## What the task asks
Find all lines in the records that include the word "paths", and copy them out.

## Entries provided
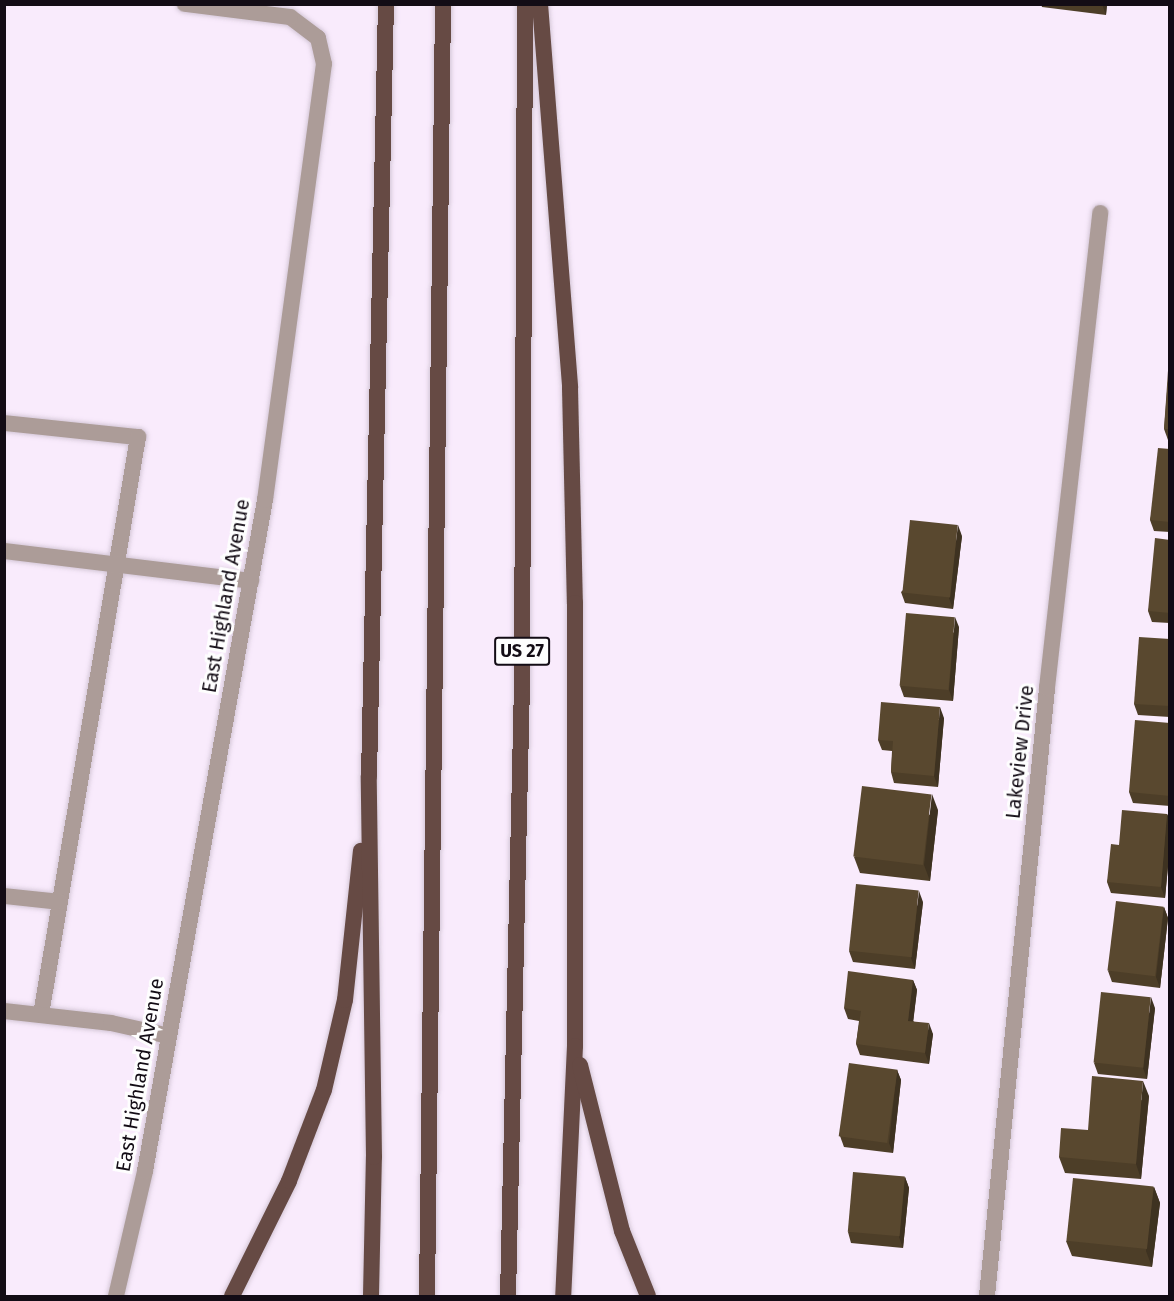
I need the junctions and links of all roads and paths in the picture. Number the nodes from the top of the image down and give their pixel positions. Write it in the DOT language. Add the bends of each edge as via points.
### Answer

* * *

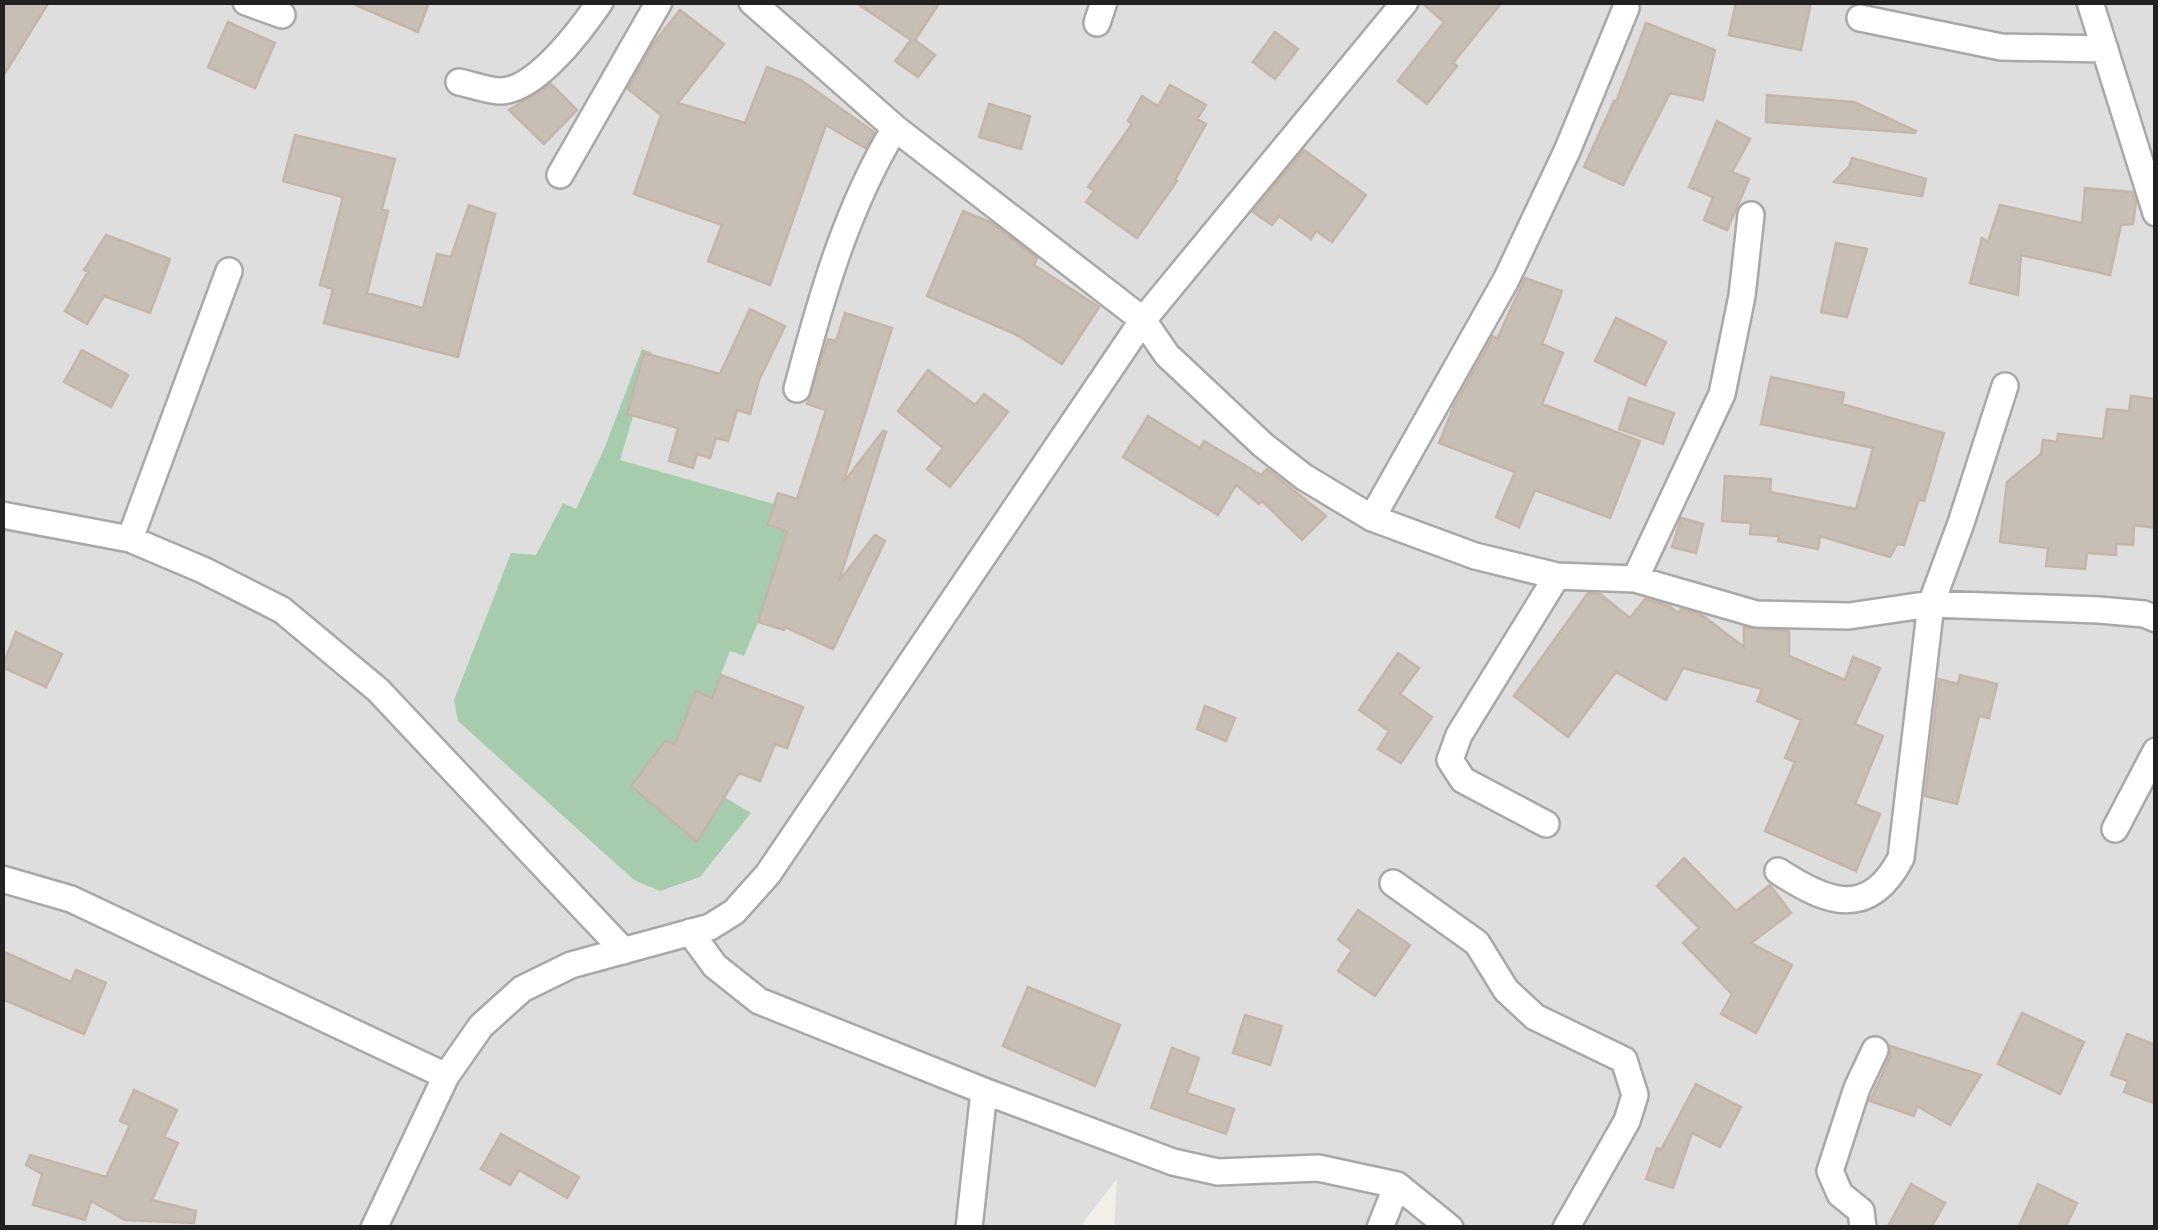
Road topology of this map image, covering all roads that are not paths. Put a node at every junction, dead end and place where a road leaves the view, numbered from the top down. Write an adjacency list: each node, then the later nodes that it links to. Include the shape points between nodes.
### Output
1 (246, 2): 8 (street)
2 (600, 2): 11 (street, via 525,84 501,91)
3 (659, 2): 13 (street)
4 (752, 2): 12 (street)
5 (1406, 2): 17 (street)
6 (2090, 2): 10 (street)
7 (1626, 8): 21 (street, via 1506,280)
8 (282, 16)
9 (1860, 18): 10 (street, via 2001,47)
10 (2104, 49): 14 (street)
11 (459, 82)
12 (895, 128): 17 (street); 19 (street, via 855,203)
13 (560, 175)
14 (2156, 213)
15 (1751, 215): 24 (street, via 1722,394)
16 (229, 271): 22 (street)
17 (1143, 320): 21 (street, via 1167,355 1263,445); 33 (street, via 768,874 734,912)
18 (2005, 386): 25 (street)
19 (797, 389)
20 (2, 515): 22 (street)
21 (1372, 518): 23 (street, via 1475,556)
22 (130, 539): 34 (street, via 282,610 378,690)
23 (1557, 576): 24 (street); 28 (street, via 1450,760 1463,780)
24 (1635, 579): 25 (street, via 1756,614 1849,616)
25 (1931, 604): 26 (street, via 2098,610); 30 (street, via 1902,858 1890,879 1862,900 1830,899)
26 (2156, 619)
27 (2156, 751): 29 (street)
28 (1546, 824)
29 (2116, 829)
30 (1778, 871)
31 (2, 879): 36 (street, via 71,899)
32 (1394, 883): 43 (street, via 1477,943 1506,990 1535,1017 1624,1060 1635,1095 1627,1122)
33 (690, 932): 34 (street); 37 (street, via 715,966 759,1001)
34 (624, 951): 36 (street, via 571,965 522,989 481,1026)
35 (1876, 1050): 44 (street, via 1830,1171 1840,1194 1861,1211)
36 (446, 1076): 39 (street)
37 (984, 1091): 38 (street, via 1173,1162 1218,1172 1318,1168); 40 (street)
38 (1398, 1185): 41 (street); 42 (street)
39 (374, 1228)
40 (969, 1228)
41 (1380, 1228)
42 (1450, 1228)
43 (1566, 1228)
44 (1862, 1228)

## Output for this task
I need the junctions and links of all roads and paths in the picture. Number the nodes from the top of the image down and give their pixel positions. Write it in the DOT language. Add the bends of each edge as via points.
Road topology of this map image, covering all roads that are not paths. Put a node at every junction, dead end and place where a road leaves the view, numbered from the top down. Write an adjacency list: each node, then the later nodes that it links to. Include the shape points between nodes.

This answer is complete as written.